Return all of the records exactly.

┌──

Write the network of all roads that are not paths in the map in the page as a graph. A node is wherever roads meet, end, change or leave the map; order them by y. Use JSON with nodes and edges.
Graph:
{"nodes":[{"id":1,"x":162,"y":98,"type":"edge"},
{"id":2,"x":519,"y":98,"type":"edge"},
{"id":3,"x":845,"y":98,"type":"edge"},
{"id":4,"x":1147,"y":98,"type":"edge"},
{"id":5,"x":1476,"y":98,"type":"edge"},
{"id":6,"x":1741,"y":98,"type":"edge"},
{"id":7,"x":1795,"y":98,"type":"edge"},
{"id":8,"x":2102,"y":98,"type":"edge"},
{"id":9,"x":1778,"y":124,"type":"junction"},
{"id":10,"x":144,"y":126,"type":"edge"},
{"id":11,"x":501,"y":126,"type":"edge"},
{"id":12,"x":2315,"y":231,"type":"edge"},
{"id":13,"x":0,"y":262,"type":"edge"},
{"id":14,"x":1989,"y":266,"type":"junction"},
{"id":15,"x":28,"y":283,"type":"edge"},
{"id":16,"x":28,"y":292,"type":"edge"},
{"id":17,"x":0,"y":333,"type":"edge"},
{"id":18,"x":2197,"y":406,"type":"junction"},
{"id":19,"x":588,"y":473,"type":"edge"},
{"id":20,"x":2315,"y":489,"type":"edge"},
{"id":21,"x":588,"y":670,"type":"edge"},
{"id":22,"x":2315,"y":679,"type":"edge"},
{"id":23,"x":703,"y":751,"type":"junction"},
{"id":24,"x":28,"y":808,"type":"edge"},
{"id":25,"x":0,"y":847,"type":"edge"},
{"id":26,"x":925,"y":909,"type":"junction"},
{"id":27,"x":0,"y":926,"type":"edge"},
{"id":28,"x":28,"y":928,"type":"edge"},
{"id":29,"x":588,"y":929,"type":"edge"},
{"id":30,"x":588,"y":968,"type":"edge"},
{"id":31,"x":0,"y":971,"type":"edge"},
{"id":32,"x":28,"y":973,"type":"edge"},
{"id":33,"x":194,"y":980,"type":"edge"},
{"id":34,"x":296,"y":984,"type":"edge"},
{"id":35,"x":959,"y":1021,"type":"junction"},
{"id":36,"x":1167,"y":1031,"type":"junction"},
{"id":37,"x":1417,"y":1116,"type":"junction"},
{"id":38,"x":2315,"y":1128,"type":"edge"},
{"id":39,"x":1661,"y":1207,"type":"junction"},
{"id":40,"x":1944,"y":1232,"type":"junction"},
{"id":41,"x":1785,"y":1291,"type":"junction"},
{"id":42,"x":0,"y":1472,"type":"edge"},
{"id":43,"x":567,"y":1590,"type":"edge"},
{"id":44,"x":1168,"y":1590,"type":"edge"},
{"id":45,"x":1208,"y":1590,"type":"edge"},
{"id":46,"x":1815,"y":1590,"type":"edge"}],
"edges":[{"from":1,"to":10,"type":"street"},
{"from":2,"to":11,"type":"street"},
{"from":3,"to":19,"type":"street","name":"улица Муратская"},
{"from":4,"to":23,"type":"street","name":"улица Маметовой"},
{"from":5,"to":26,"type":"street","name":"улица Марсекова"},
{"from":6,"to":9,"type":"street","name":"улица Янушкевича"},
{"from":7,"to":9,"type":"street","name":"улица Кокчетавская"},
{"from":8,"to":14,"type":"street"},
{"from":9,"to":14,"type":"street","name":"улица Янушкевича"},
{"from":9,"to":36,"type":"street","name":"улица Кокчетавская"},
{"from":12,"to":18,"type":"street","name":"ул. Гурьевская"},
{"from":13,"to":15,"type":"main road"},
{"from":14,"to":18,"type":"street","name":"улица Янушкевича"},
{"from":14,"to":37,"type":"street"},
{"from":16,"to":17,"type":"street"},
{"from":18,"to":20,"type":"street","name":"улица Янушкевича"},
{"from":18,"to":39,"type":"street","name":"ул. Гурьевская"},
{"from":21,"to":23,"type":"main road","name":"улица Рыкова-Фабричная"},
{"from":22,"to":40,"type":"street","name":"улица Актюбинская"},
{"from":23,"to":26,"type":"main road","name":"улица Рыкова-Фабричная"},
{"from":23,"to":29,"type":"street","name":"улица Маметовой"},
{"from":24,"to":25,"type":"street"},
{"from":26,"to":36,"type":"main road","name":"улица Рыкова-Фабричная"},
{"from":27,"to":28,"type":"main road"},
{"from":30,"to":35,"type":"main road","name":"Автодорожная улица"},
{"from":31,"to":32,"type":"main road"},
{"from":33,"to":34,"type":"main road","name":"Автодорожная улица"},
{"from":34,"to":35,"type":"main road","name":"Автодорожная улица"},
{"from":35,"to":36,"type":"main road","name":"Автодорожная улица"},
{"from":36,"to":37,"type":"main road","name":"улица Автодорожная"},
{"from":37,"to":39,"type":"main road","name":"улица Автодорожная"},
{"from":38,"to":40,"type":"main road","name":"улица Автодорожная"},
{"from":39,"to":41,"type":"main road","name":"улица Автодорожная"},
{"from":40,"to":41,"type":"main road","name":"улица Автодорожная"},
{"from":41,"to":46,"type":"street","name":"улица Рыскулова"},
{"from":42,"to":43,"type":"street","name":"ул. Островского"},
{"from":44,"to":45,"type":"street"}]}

└──

→ Exercise output:
Write the network of all roads that are not paths in the map in the page as a graph. A node is wherever roads meet, end, change or leave the map; order them by y. Use JSON with nodes and edges.
Graph:
{"nodes":[{"id":1,"x":162,"y":98,"type":"edge"},
{"id":2,"x":519,"y":98,"type":"edge"},
{"id":3,"x":845,"y":98,"type":"edge"},
{"id":4,"x":1147,"y":98,"type":"edge"},
{"id":5,"x":1476,"y":98,"type":"edge"},
{"id":6,"x":1741,"y":98,"type":"edge"},
{"id":7,"x":1795,"y":98,"type":"edge"},
{"id":8,"x":2102,"y":98,"type":"edge"},
{"id":9,"x":1778,"y":124,"type":"junction"},
{"id":10,"x":144,"y":126,"type":"edge"},
{"id":11,"x":501,"y":126,"type":"edge"},
{"id":12,"x":2315,"y":231,"type":"edge"},
{"id":13,"x":0,"y":262,"type":"edge"},
{"id":14,"x":1989,"y":266,"type":"junction"},
{"id":15,"x":28,"y":283,"type":"edge"},
{"id":16,"x":28,"y":292,"type":"edge"},
{"id":17,"x":0,"y":333,"type":"edge"},
{"id":18,"x":2197,"y":406,"type":"junction"},
{"id":19,"x":588,"y":473,"type":"edge"},
{"id":20,"x":2315,"y":489,"type":"edge"},
{"id":21,"x":588,"y":670,"type":"edge"},
{"id":22,"x":2315,"y":679,"type":"edge"},
{"id":23,"x":703,"y":751,"type":"junction"},
{"id":24,"x":28,"y":808,"type":"edge"},
{"id":25,"x":0,"y":847,"type":"edge"},
{"id":26,"x":925,"y":909,"type":"junction"},
{"id":27,"x":0,"y":926,"type":"edge"},
{"id":28,"x":28,"y":928,"type":"edge"},
{"id":29,"x":588,"y":929,"type":"edge"},
{"id":30,"x":588,"y":968,"type":"edge"},
{"id":31,"x":0,"y":971,"type":"edge"},
{"id":32,"x":28,"y":973,"type":"edge"},
{"id":33,"x":194,"y":980,"type":"edge"},
{"id":34,"x":296,"y":984,"type":"edge"},
{"id":35,"x":959,"y":1021,"type":"junction"},
{"id":36,"x":1167,"y":1031,"type":"junction"},
{"id":37,"x":1417,"y":1116,"type":"junction"},
{"id":38,"x":2315,"y":1128,"type":"edge"},
{"id":39,"x":1661,"y":1207,"type":"junction"},
{"id":40,"x":1944,"y":1232,"type":"junction"},
{"id":41,"x":1785,"y":1291,"type":"junction"},
{"id":42,"x":0,"y":1472,"type":"edge"},
{"id":43,"x":567,"y":1590,"type":"edge"},
{"id":44,"x":1168,"y":1590,"type":"edge"},
{"id":45,"x":1208,"y":1590,"type":"edge"},
{"id":46,"x":1815,"y":1590,"type":"edge"}],
"edges":[{"from":1,"to":10,"type":"street"},
{"from":2,"to":11,"type":"street"},
{"from":3,"to":19,"type":"street","name":"улица Муратская"},
{"from":4,"to":23,"type":"street","name":"улица Маметовой"},
{"from":5,"to":26,"type":"street","name":"улица Марсекова"},
{"from":6,"to":9,"type":"street","name":"улица Янушкевича"},
{"from":7,"to":9,"type":"street","name":"улица Кокчетавская"},
{"from":8,"to":14,"type":"street"},
{"from":9,"to":14,"type":"street","name":"улица Янушкевича"},
{"from":9,"to":36,"type":"street","name":"улица Кокчетавская"},
{"from":12,"to":18,"type":"street","name":"ул. Гурьевская"},
{"from":13,"to":15,"type":"main road"},
{"from":14,"to":18,"type":"street","name":"улица Янушкевича"},
{"from":14,"to":37,"type":"street"},
{"from":16,"to":17,"type":"street"},
{"from":18,"to":20,"type":"street","name":"улица Янушкевича"},
{"from":18,"to":39,"type":"street","name":"ул. Гурьевская"},
{"from":21,"to":23,"type":"main road","name":"улица Рыкова-Фабричная"},
{"from":22,"to":40,"type":"street","name":"улица Актюбинская"},
{"from":23,"to":26,"type":"main road","name":"улица Рыкова-Фабричная"},
{"from":23,"to":29,"type":"street","name":"улица Маметовой"},
{"from":24,"to":25,"type":"street"},
{"from":26,"to":36,"type":"main road","name":"улица Рыкова-Фабричная"},
{"from":27,"to":28,"type":"main road"},
{"from":30,"to":35,"type":"main road","name":"Автодорожная улица"},
{"from":31,"to":32,"type":"main road"},
{"from":33,"to":34,"type":"main road","name":"Автодорожная улица"},
{"from":34,"to":35,"type":"main road","name":"Автодорожная улица"},
{"from":35,"to":36,"type":"main road","name":"Автодорожная улица"},
{"from":36,"to":37,"type":"main road","name":"улица Автодорожная"},
{"from":37,"to":39,"type":"main road","name":"улица Автодорожная"},
{"from":38,"to":40,"type":"main road","name":"улица Автодорожная"},
{"from":39,"to":41,"type":"main road","name":"улица Автодорожная"},
{"from":40,"to":41,"type":"main road","name":"улица Автодорожная"},
{"from":41,"to":46,"type":"street","name":"улица Рыскулова"},
{"from":42,"to":43,"type":"street","name":"ул. Островского"},
{"from":44,"to":45,"type":"street"}]}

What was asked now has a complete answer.